Could you retype the records word for word but without any pictures?

|---|

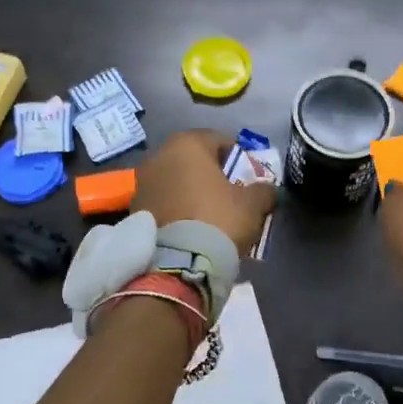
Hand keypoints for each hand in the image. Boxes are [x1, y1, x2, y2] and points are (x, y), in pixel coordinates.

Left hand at [132, 130, 278, 255]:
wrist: (179, 263)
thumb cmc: (218, 219)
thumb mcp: (253, 204)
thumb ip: (264, 190)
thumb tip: (268, 189)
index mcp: (187, 144)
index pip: (219, 140)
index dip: (237, 157)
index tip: (248, 176)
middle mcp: (159, 155)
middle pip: (193, 159)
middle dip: (210, 173)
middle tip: (229, 195)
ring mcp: (142, 182)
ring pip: (175, 180)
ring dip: (190, 190)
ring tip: (208, 213)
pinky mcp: (134, 208)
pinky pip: (162, 200)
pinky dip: (175, 207)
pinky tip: (189, 226)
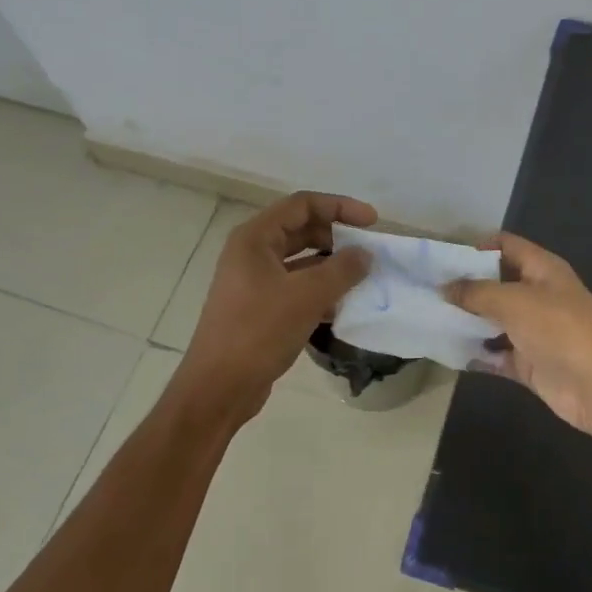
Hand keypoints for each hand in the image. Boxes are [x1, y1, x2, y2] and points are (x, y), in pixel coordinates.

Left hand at [178, 192, 375, 417]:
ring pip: (300, 261)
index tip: (372, 222)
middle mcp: (252, 253)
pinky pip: (296, 287)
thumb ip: (342, 270)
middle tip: (368, 251)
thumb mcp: (306, 296)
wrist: (219, 387)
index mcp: (255, 238)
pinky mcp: (259, 308)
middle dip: (337, 237)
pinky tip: (343, 306)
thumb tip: (366, 255)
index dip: (340, 206)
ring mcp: (254, 282)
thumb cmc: (258, 332)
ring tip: (362, 279)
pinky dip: (320, 290)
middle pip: (301, 230)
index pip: (302, 204)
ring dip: (331, 266)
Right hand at [445, 233, 591, 440]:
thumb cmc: (560, 329)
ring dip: (467, 322)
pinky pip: (496, 354)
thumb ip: (476, 292)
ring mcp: (535, 331)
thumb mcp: (514, 301)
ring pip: (494, 321)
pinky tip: (447, 352)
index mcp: (543, 269)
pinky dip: (477, 354)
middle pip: (496, 284)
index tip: (441, 258)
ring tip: (428, 320)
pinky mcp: (530, 363)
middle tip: (424, 290)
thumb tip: (444, 287)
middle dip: (464, 287)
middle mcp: (538, 295)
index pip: (506, 246)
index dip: (476, 247)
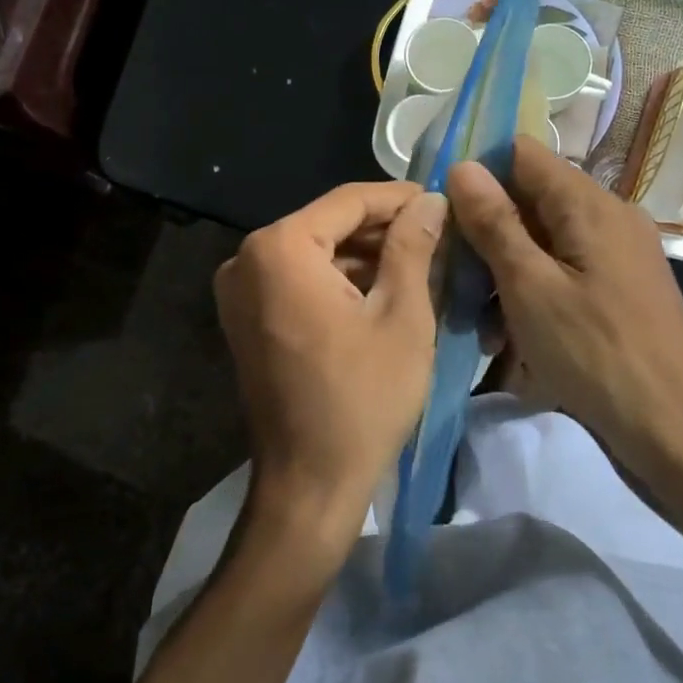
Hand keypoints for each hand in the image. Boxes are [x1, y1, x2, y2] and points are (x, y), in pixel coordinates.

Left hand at [214, 182, 445, 549]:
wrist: (308, 484)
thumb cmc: (362, 398)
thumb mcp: (402, 316)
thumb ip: (413, 247)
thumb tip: (430, 201)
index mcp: (280, 248)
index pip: (348, 201)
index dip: (399, 198)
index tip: (442, 200)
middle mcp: (247, 258)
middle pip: (328, 224)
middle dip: (383, 229)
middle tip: (438, 234)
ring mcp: (240, 289)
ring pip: (314, 252)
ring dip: (364, 256)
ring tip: (421, 261)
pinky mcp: (245, 317)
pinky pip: (298, 280)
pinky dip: (338, 280)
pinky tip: (383, 289)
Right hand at [445, 137, 682, 499]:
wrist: (674, 433)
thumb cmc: (595, 355)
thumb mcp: (529, 287)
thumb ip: (494, 223)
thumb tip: (462, 166)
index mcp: (590, 205)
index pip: (522, 154)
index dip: (478, 170)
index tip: (439, 204)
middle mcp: (609, 216)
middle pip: (531, 198)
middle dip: (486, 229)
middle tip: (450, 269)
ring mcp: (617, 254)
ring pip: (543, 239)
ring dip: (504, 268)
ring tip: (477, 316)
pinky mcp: (618, 288)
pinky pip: (562, 270)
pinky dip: (531, 289)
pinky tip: (509, 334)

|---|

### Solution to this task
Hand keypoints for each hand in the image. Boxes are [x1, y1, x2, y2] and points are (x, y), in pixel coordinates.

Left hand at [132, 130, 278, 255]:
wrist: (179, 263)
thumb cmc: (218, 219)
thumb mcp: (253, 204)
thumb ip: (264, 190)
thumb tip: (268, 189)
index mcp: (187, 144)
index pip: (219, 140)
index dip: (237, 157)
index tip: (248, 176)
middle mcp: (159, 155)
middle pip: (193, 159)
middle dip: (210, 173)
middle tip: (229, 195)
ring mcp: (142, 182)
ring pip: (175, 180)
ring dip: (190, 190)
ring tip: (208, 213)
pinky mcp: (134, 208)
pinky pip: (162, 200)
pinky dip: (175, 207)
pinky tip: (189, 226)
Hand keypoints for each hand in the image. Boxes are [x1, y1, x2, y2] and points are (x, y), in pixel coordinates.

Left hand at [178, 192, 375, 417]:
ring pip: (300, 261)
index tip: (372, 222)
middle mcp: (252, 253)
pinky pip: (296, 287)
thumb ip: (342, 270)
middle tip: (368, 251)
thumb mcp: (306, 296)
wrist: (219, 387)
index mcp: (255, 238)
pinky mcp: (259, 308)
middle dip: (337, 237)
pinky tip: (343, 306)
thumb tip: (366, 255)
index dip: (340, 206)
ring mcp: (254, 282)
thumb cmc: (258, 332)
ring tip: (362, 279)
pinky dip: (320, 290)
middle pip: (301, 230)
index pip: (302, 204)
ring dip: (331, 266)
Right hand at [445, 233, 591, 440]:
thumb cmc: (560, 329)
ring dip: (467, 322)
pinky pip: (496, 354)
thumb ip: (476, 292)
ring mcp: (535, 331)
thumb mcp: (514, 301)
ring pip: (494, 321)
pinky tip: (447, 352)
index mcp: (543, 269)
pinky dip: (477, 354)
middle pip: (496, 284)
index tip: (441, 258)
ring tip: (428, 320)
pinky mcp: (530, 363)
middle tip: (424, 290)
thumb tip: (444, 287)
middle dip: (464, 287)
middle mcp: (538, 295)
index pip: (506, 246)
index dip: (476, 247)
Hand keypoints for each hand in the image. Boxes are [x1, y1, x2, y2] and points are (x, y), in pixel coordinates.

Left hand at [214, 182, 445, 549]:
wrist: (308, 484)
thumb cmc: (362, 398)
thumb mcp: (402, 316)
thumb ip: (413, 247)
thumb tip: (430, 201)
index mcp: (280, 248)
index pip: (348, 201)
index dip: (399, 198)
index tip: (442, 200)
middle mcp: (247, 258)
middle pip: (328, 224)
middle dip: (383, 229)
middle tip: (438, 234)
ring mcp: (240, 289)
ring pip: (314, 252)
ring dip: (364, 256)
ring tip: (421, 261)
pinky mcp: (245, 317)
pinky pip: (298, 280)
pinky dip: (338, 280)
pinky tip: (383, 289)
Right hand at [445, 137, 682, 499]:
wrist: (674, 433)
thumb cmc: (595, 355)
thumb mcp: (529, 287)
thumb ip: (494, 223)
thumb tip: (462, 166)
index mcp: (590, 205)
index pip: (522, 154)
index dip: (478, 170)
index tip: (439, 204)
middle mcp: (609, 216)
middle pip: (531, 198)
middle dip: (486, 229)
middle tip: (450, 269)
ring mcp: (617, 254)
ring pip: (543, 239)
ring dip: (504, 268)
ring tip: (477, 316)
pinky mcp: (618, 288)
pinky pip: (562, 270)
pinky dip: (531, 289)
pinky tip: (509, 334)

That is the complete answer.